Van Morrison is 70 today, and all eyes in Belfast are on Cyprus Avenue. A song. A place. The sentiment real yet unreal. 

2015 has already seen an all-star Duets album, a knighthood to follow a few years on from receiving the freedom of the city of Belfast, and plenty of touring besides including a memorable double header with Gregory Porter earlier in the summer. Recent news reveals that most of the singer’s immense catalogue has been signed up by Sony for a major streaming deal.

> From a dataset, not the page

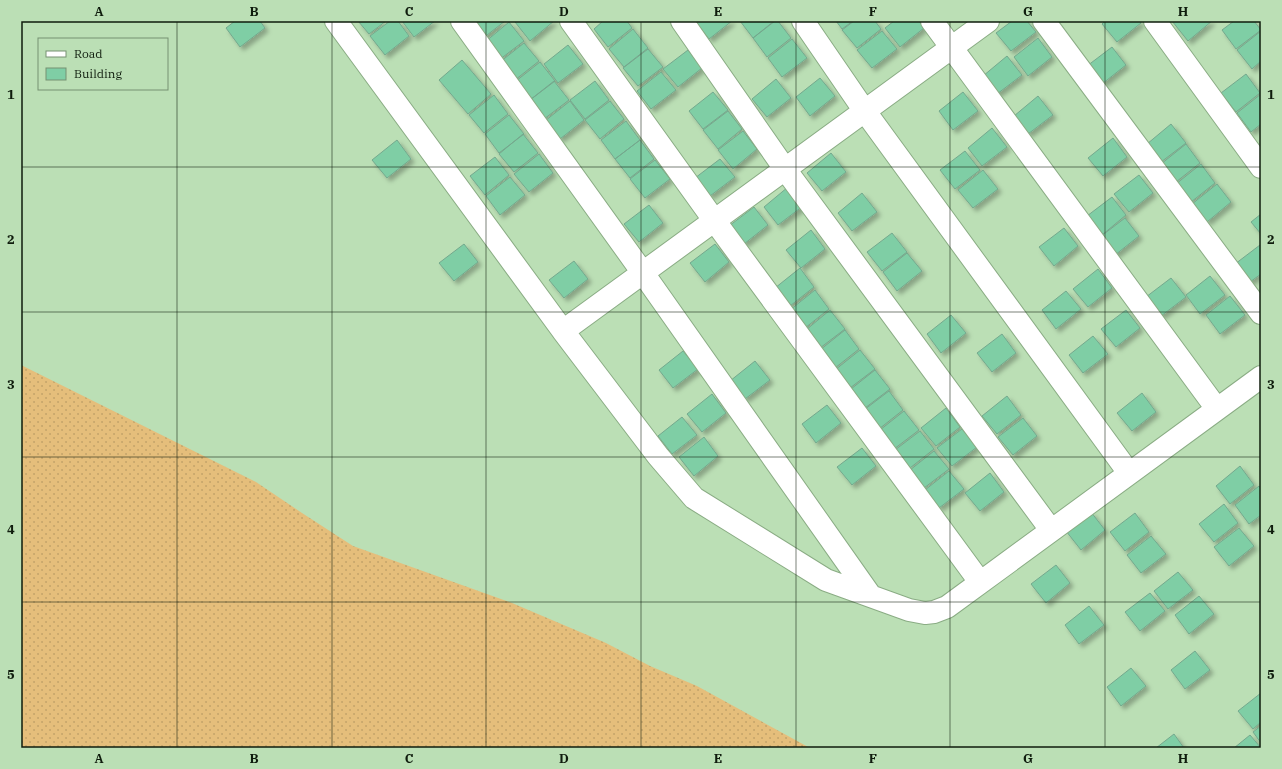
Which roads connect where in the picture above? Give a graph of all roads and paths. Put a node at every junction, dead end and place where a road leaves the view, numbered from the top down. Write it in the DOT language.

And today a live broadcast on the BBC marks his birthday in a stroke of promotional creative genius initiated by East Side Arts, putting up a stage on Cyprus Avenue, the street in east Belfast synonymous with one of Morrison’s most evocative songs taken from his greatest album Astral Weeks.

Not many miles away is Hyndford Street the street where Morrison lived as a boy, feeling wondrous and lit up inside as he himself put it, on one of his songs used as the title for his lyrics published in 2014.

“He gets inside people,” wrote Greil Marcus, the writer who understands his music and its impact on people better than anyone, “and he festers there, sparking longings too intense and elusive to satisfy, desires too abstract and ethereal to fulfil, a sense of escape, transcendence, revelation, and ecstasy so deep it can seem to trivialise ordinary life, and thus trivialise whoever has to live that life, which is to say anyone.”